Agent Bank: Citibank, N.A.
Interest accrual basis: Actual/Actual (ISMA). For the purposes of calculating accrued
interest, the product of (a) 2.085 per cent. and (b) the fraction determined in accordance with
the interest accrual basis shall be rounded to three decimal places.
(4)
Notifications, etc. to be Final
All notifications, opinions, determinations, certificates, calculations, quotations and decisions
given, expressed, made or obtained for the purposes of and in accordance with the provisions
of this Condition, whether by the Agent Bank or otherwise, will (in the absence of wilful
default, bad faith or manifest error) be binding on the Republic, the Paying Agent and all
Noteholders and Couponholders and (in the absence as referred to above) no liability to the
Republic or the Noteholders or the Couponholders shall attach to the Agent in connection
with the exercise or non-exercise by it of its powers, duties and discretions under this
Condition.
(5) Agent
The Republic will procure that so long as any of the Notes remains outstanding there
shall at all times be an Agent for the purposes of the Notes and the Republic may
terminate the appointment of the Agent.

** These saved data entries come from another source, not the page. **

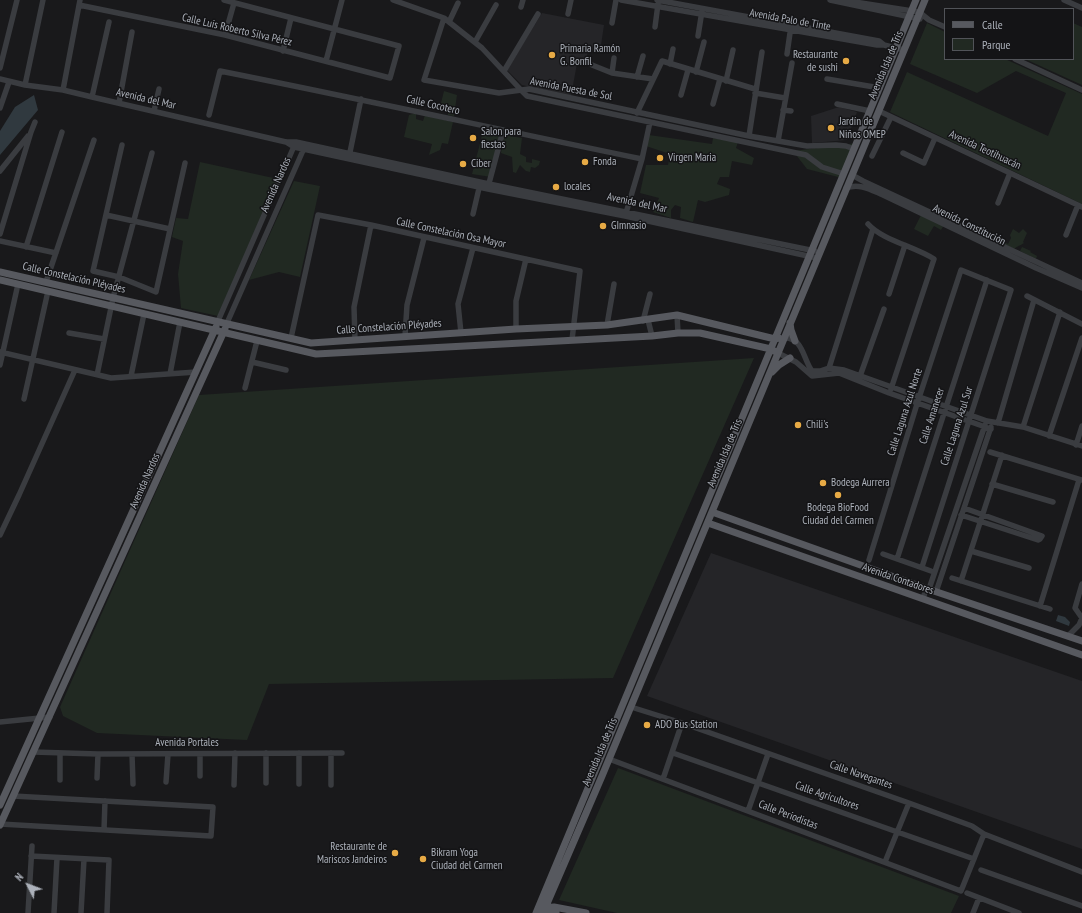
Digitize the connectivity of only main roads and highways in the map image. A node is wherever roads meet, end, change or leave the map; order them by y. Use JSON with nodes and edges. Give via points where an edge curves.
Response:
{"nodes":[{"id":1,"x":916,"y":0,"type":"edge"},
{"id":2,"x":924,"y":0,"type":"edge"},
{"id":3,"x":914,"y":15,"type":"junction"},
{"id":4,"x":854,"y":149,"type":"junction"},
{"id":5,"x":860,"y":156,"type":"junction"},
{"id":6,"x":814,"y":254,"type":"junction"},
{"id":7,"x":0,"y":272,"type":"edge"},
{"id":8,"x":0,"y":280,"type":"edge"},
{"id":9,"x":218,"y":322,"type":"junction"},
{"id":10,"x":790,"y":323,"type":"junction"},
{"id":11,"x":227,"y":324,"type":"junction"},
{"id":12,"x":214,"y":330,"type":"junction"},
{"id":13,"x":224,"y":333,"type":"junction"},
{"id":14,"x":784,"y":338,"type":"junction"},
{"id":15,"x":775,"y":339,"type":"junction"},
{"id":16,"x":796,"y":341,"type":"road end"},
{"id":17,"x":771,"y":349,"type":"junction"},
{"id":18,"x":778,"y":353,"type":"junction"},
{"id":19,"x":790,"y":358,"type":"road end"},
{"id":20,"x":770,"y":373,"type":"junction"},
{"id":21,"x":712,"y":512,"type":"junction"},
{"id":22,"x":708,"y":523,"type":"junction"},
{"id":23,"x":1082,"y":641,"type":"edge"},
{"id":24,"x":1082,"y":654,"type":"edge"},
{"id":25,"x":0,"y":805,"type":"edge"},
{"id":26,"x":0,"y":825,"type":"edge"},
{"id":27,"x":552,"y":892,"type":"junction"},
{"id":28,"x":564,"y":909,"type":"junction"},
{"id":29,"x":540,"y":911,"type":"edge"},
{"id":30,"x":556,"y":913,"type":"edge"},
{"id":31,"x":586,"y":913,"type":"edge"}],
"edges":[{"from":1,"to":3,"type":"main road","name":"Avenida Isla de Tris"},
{"from":2,"to":3,"type":"main road","name":"Avenida Isla de Tris"},
{"from":3,"to":4,"type":"main road","name":"Avenida Isla de Tris","via":[[896,48]]},
{"from":3,"to":5,"type":"main road","name":"Avenida Isla de Tris","via":[[904,50]]},
{"from":4,"to":5,"type":"main road"},
{"from":4,"to":6,"type":"main road","name":"Avenida Isla de Tris"},
{"from":5,"to":6,"type":"main road","name":"Avenida Isla de Tris"},
{"from":6,"to":10,"type":"main road","name":"Avenida Isla de Tris"},
{"from":6,"to":15,"type":"main road","name":"Avenida Isla de Tris"},
{"from":7,"to":9,"type":"main road","name":"Calle Constelación Pléyades"},
{"from":8,"to":12,"type":"main road","name":"Calle Constelación Pléyades"},
{"from":9,"to":11,"type":"main road","name":"Calle Constelación Pléyades"},
{"from":9,"to":12,"type":"main road","name":"Avenida Nardos"},
{"from":10,"to":14,"type":"main road","name":"Avenida Isla de Tris"},
{"from":10,"to":16,"type":"main road"},
{"from":11,"to":13,"type":"main road","name":"Avenida Nardos"},
{"from":11,"to":15,"type":"main road","name":"Calle Constelación Pléyades","via":[[311,343],[607,325],[677,315]]},
{"from":12,"to":13,"type":"main road","name":"Calle Constelación Pléyades"},
{"from":12,"to":25,"type":"main road","name":"Avenida Nardos"},
{"from":13,"to":17,"type":"main road","name":"Calle Constelación Pléyades","via":[[316,354],[678,333],[700,333]]},
{"from":13,"to":26,"type":"main road","name":"Avenida Nardos"},
{"from":14,"to":15,"type":"main road","name":"Calle Constelación Pléyades"},
{"from":14,"to":18,"type":"main road","name":"Avenida Isla de Tris"},
{"from":15,"to":17,"type":"main road","name":"Avenida Isla de Tris"},
{"from":17,"to":18,"type":"main road","name":"Calle Constelación Pléyades"},
{"from":17,"to":29,"type":"main road","name":"Avenida Isla de Tris","via":[[543,894]]},
{"from":18,"to":20,"type":"main road","name":"Avenida Isla de Tris"},
{"from":19,"to":20,"type":"main road"},
{"from":20,"to":21,"type":"main road","name":"Avenida Isla de Tris"},
{"from":21,"to":22,"type":"main road","name":"Avenida Isla de Tris"},
{"from":21,"to":23,"type":"main road","name":"Avenida Contadores"},
{"from":22,"to":24,"type":"main road","name":"Avenida Contadores"},
{"from":22,"to":27,"type":"main road","name":"Avenida Isla de Tris"},
{"from":27,"to":28,"type":"main road","via":[[554,900]]},
{"from":27,"to":29,"type":"main road","name":"Avenida Isla de Tris"},
{"from":28,"to":29,"type":"main road","via":[[554,907]]},
{"from":28,"to":31,"type":"main road"},
{"from":29,"to":30,"type":"main road"}]}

In the event of the appointed office of any bank
being unable or unwilling to continue to act as the Agent, the Republic shall appoint the
Euro-zone office of another major bank engaged in the Euro-zone interbank market to
act in its place. "Euro-zone" means the countries of the European Union which from
time to time have adopted the Euro currency.
4.
REDEMPTION AND PURCHASE
(1) Final
Redemption
Unless previously redeemed or purchased and cancelled as provided below, the Notes will
be redeemed on 25 July 2057 (the "Maturity Date") in an amount calculated by the
Agent Bank in accordance with the following formula:
Redemption Amount = Index Ratio X Principal Amount
where the Index Ratio is the ratio between the Daily Inflation Reference Index on the
Maturity Date and the Base Inflation Reference Index. If the Redemption Amount so
calculated is less than the principal amount of the Notes, the Notes will be redeemed at
their principal amount.
The Agent Bank will determine the Redemption Amount in respect of each Note (in the
denomination of 1,000,000) four Business Days before the Maturity Date and shall
notify any stock exchange on which the Notes are at the relevant time listed and promptly
publish the relevant Index Ratio and the Redemption Amount in respect of each Note in
accordance with Condition 11 as soon as possible after their determination.